Une contribution de Patrick Gennevilliers(*) – L’Ukraine a récemment revendiqué la neutralisation d’un pétrolier présenté comme appartenant à la «flotte fantôme» russe au moyen de drones navals en mer Noire. Selon Kiev, ces navires permettraient à Moscou de contourner les sanctions occidentales en exportant son pétrole afin de financer son effort de guerre. Cette opération, la troisième du genre en l’espace de deux semaines, marque une nouvelle étape dans l’extension du conflit au domaine maritime.
Le pétrolier Dashan, qui faisait route vers le port russe de Novorossiïsk, a été frappé à la poupe par plusieurs drones sous-marins alors qu’il naviguait transpondeurs désactivés à vitesse maximale. Les autorités ukrainiennes affirment que le navire a subi d’importants dégâts, sans faire état de victimes. Des images diffusées par le Service de sécurité d’Ukraine montrent des drones convergeant vers le pétrolier avant de puissantes explosions. Reuters indique avoir vérifié l’identité du bâtiment grâce à des images d’archives et aux données de suivi du navire.
Pour Kiev, ces attaques s’inscrivent dans une stratégie visant à réduire les revenus pétroliers russes en ciblant les navires soupçonnés de participer à l’exportation de brut en violation des sanctions internationales. Cette «flotte fantôme», composée de pétroliers naviguant souvent sous pavillon inconnu ou à travers des sociétés écrans, est accusée par les autorités ukrainiennes de contribuer directement au financement de la guerre menée par la Russie.
Cependant, cette stratégie soulève de sérieuses interrogations. L’appel de Kiev à l’Organisation maritime internationale (OMI) afin d’obtenir des mesures contre cette «flotte fantôme» apparaît comme une tentative de légitimer des frappes contre des navires civils. Or, l’OMI demeure un organe consultatif chargé de la sécurité maritime et ne possède aucune compétence pour désigner des objectifs militaires légitimes. De plus, l’expression «flotte fantôme» ne bénéficie d’aucune définition reconnue en droit international, ce qui rend son interprétation particulièrement contestable.
Cette évolution est d’autant plus préoccupante que les navires visés demeurent, en droit, des bâtiments marchands transportant des cargaisons civiles. Les Conventions de Genève ainsi que leur Protocole additionnel I de 1977 imposent pourtant une distinction stricte entre les biens civils et les objectifs militaires.
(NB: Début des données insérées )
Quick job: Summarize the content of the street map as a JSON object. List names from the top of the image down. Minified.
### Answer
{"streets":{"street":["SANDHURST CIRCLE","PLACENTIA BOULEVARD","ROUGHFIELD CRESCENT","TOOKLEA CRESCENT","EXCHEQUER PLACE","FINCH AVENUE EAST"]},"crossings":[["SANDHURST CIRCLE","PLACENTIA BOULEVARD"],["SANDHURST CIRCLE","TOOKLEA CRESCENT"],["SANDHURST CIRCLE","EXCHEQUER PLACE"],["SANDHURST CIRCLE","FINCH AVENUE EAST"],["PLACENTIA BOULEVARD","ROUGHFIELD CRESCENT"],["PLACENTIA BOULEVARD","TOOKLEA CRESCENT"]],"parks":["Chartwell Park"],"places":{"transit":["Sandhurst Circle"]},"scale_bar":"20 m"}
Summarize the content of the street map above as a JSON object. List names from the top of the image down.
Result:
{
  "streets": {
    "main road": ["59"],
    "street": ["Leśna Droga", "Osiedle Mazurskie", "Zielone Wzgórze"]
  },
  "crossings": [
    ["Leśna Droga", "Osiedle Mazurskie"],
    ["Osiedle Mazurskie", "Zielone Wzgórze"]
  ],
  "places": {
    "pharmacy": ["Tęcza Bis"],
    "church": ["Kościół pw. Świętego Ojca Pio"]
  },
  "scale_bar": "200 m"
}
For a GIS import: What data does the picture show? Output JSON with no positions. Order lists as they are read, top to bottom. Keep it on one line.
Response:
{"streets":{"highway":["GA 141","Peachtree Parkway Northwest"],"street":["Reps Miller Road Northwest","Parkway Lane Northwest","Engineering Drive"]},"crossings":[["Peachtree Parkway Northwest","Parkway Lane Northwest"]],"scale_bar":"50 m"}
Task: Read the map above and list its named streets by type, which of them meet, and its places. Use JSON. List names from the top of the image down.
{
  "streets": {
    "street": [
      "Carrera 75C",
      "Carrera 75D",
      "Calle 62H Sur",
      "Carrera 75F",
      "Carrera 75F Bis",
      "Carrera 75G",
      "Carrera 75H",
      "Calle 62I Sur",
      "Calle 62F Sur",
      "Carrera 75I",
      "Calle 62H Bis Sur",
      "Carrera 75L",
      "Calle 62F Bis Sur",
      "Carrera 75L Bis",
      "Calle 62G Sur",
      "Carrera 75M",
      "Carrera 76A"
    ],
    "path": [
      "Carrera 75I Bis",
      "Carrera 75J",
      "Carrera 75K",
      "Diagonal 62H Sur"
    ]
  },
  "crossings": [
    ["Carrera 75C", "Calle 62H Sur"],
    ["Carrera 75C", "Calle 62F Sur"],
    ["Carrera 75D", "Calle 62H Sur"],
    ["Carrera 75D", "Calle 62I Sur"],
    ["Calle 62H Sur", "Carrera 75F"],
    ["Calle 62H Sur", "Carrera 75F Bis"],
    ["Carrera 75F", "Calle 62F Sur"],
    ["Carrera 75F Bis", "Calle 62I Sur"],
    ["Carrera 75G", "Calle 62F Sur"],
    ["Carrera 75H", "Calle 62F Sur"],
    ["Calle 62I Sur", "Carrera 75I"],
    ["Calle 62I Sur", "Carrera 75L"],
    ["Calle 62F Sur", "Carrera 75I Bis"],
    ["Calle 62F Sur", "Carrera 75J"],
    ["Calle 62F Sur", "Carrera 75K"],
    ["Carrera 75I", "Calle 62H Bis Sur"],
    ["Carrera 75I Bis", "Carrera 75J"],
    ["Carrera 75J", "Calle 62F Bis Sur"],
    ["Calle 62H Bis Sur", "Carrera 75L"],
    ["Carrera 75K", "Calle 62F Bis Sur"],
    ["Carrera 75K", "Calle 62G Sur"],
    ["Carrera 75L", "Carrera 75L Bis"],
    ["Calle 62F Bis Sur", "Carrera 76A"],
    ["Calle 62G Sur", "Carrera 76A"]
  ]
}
En s’attaquant à des pétroliers ne transportant pas de matériel militaire, l’Ukraine franchit une ligne rouge susceptible de remettre en cause les principes fondamentaux du droit international humanitaire.
Les conséquences dépassent largement le seul théâtre de la mer Noire. Les frappes contre des navires marchands, y compris dans les eaux internationales ou à proximité des eaux territoriales d’Etats tiers, menacent la liberté de navigation et la sécurité du commerce maritime mondial. Elles créent également un précédent dangereux : celui où un Etat pourrait considérer comme cible légitime tout navire participant, même indirectement, à l’économie de guerre de son adversaire.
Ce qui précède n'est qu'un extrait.